Aryna Sabalenka didn't have the best of time in Asia, and it's somewhat expected as most players hit a bit of a wall after becoming world number one.

It's by no means a rule, but there is something about achieving your long-time dream that has a deeply emotional impact on you. It can be rewarding, it can also be draining, but most players find their footing relatively quickly.

Sabalenka played her first event as world number one in China and did okay. She didn't play spectacular tennis, but she played well enough to remind everybody why she became world number one. The lack of results isn't worrying to former player Alex Corretja, who spoke about Sabalenka to Eurosport.
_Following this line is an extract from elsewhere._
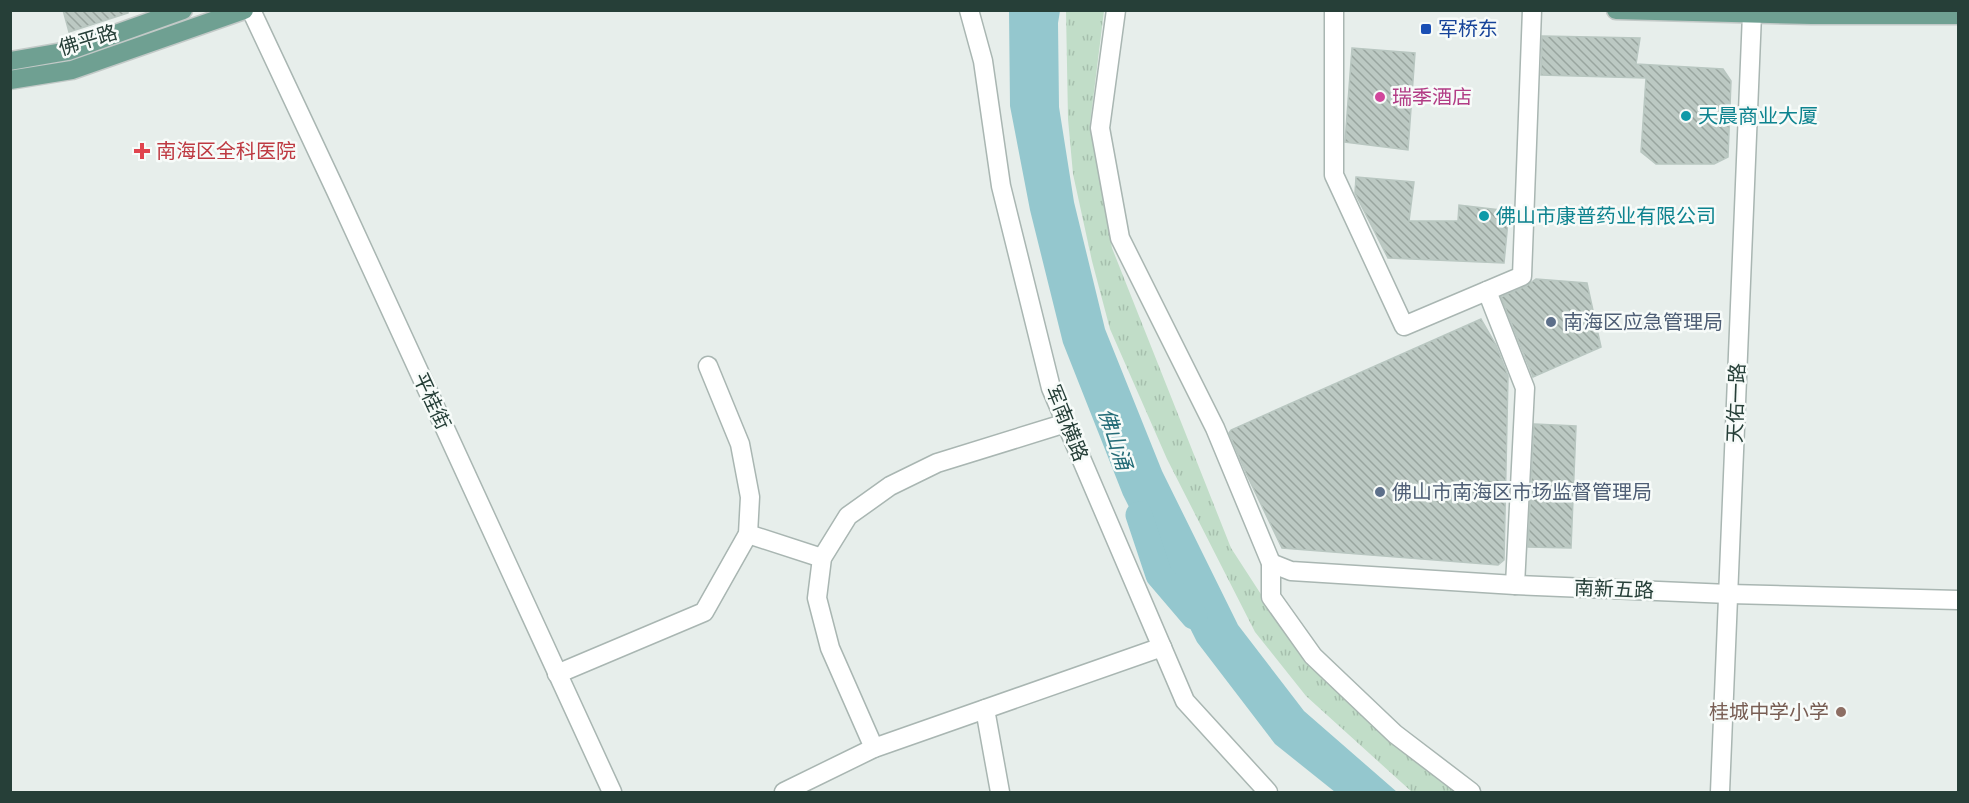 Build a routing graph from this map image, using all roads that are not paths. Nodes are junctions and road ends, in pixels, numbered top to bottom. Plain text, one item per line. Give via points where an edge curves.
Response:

I think you spend so much time thinking and dreaming and practicing and working to become No. 1 that probably once you achieve that, it's normal to have a little bit of a down, a little bit of a relief, a little bit of time to understand what's going on.

What people expect from you, also fans, also yourself from you when you go on the tournaments. How much expectations you have, how much you think you need to play better because you are the best or the No. 1 in the world.
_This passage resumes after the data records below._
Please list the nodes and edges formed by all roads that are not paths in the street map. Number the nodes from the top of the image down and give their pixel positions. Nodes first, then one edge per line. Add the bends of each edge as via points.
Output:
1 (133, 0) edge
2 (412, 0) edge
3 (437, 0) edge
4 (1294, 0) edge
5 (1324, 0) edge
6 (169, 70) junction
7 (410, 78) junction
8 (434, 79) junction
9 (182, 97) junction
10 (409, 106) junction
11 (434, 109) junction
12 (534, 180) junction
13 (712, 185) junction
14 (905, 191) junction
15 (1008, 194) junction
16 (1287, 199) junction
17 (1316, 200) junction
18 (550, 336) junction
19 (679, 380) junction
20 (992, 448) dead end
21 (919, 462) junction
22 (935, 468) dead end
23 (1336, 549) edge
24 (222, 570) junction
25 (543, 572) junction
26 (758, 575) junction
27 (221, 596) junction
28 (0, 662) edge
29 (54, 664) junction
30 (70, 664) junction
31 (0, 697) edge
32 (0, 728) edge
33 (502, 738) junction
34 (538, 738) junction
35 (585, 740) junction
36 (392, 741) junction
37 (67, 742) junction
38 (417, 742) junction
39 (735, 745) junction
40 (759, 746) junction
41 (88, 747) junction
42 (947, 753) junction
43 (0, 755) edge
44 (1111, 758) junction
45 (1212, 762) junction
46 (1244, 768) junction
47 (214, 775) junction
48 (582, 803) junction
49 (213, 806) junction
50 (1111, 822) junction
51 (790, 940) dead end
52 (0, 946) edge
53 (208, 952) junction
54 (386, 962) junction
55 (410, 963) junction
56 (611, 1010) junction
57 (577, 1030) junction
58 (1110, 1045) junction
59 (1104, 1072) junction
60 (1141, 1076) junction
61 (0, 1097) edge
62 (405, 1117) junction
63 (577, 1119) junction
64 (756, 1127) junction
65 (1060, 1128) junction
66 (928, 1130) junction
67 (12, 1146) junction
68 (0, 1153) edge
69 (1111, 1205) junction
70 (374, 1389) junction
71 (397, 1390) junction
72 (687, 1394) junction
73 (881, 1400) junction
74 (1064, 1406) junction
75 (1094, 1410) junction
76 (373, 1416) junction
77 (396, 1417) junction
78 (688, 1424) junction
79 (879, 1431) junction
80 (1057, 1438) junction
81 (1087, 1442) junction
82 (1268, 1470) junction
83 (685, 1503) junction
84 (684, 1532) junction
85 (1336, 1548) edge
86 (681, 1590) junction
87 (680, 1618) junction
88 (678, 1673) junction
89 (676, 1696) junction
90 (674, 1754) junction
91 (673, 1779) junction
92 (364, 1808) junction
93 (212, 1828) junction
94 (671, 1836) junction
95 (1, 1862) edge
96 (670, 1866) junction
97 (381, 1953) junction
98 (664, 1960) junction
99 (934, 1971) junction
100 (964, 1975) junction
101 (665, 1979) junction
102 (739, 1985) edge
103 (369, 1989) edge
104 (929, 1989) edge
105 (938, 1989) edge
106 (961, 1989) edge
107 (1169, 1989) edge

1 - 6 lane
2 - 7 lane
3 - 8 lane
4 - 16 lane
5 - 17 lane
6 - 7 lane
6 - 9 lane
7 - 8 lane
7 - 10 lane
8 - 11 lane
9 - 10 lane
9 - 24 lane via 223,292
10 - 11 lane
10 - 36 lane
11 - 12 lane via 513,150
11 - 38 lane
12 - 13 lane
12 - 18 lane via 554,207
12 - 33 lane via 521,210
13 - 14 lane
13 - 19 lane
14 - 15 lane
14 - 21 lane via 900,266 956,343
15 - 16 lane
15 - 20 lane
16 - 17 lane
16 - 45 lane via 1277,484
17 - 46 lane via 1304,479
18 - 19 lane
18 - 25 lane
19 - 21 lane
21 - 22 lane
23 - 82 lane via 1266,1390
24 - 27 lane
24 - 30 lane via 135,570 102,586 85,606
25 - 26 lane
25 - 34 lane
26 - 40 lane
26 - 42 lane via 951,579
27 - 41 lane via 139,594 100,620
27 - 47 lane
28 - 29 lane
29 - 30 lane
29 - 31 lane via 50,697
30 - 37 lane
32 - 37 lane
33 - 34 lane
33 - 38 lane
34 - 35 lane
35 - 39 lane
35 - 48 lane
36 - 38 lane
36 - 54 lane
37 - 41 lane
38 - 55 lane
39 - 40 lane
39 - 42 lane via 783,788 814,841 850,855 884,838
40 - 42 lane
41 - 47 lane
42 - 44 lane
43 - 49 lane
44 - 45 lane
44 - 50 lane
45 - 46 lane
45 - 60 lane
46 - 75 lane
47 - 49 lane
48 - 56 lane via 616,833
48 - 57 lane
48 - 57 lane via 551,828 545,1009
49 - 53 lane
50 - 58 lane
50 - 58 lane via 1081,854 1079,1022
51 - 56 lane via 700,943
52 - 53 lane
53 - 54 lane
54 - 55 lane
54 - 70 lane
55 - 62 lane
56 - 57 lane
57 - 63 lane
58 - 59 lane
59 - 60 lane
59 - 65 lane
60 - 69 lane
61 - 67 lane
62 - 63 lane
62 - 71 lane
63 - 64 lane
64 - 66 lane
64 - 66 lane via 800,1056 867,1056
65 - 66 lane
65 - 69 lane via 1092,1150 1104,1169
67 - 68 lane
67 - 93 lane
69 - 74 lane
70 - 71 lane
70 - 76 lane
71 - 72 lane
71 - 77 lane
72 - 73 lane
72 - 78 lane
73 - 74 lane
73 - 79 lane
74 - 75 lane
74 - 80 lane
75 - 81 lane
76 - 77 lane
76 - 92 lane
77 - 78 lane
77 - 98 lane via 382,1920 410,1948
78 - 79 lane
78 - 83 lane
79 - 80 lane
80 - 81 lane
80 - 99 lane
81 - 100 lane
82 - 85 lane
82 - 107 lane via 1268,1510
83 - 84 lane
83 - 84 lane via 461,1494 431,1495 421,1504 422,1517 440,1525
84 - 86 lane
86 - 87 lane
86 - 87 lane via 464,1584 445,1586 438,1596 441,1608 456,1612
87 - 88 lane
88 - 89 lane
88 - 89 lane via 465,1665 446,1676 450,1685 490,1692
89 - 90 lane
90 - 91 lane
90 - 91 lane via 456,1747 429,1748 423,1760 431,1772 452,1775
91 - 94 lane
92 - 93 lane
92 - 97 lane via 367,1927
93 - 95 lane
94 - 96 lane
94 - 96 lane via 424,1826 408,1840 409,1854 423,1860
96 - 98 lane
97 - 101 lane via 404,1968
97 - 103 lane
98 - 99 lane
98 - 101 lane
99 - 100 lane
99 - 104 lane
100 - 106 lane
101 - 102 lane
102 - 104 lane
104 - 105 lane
The important point from Corretja's point of view is simply the fact that she didn't play badly. Had she crashed out early and played dreadfully then it would have been a talking point but losing the way she did isn't anything to worry about if you're a fan.

It is different when you lose [in the] first round and you play bad. But if you play and you lose against someone that is very good, that shouldn't be a worrying situation for anyone. Because if you would be, let's say, No. 3 in the world and you're losing the quarters against Rybakina, you won't be surprised. Why should you be surprised because you are the No. 1?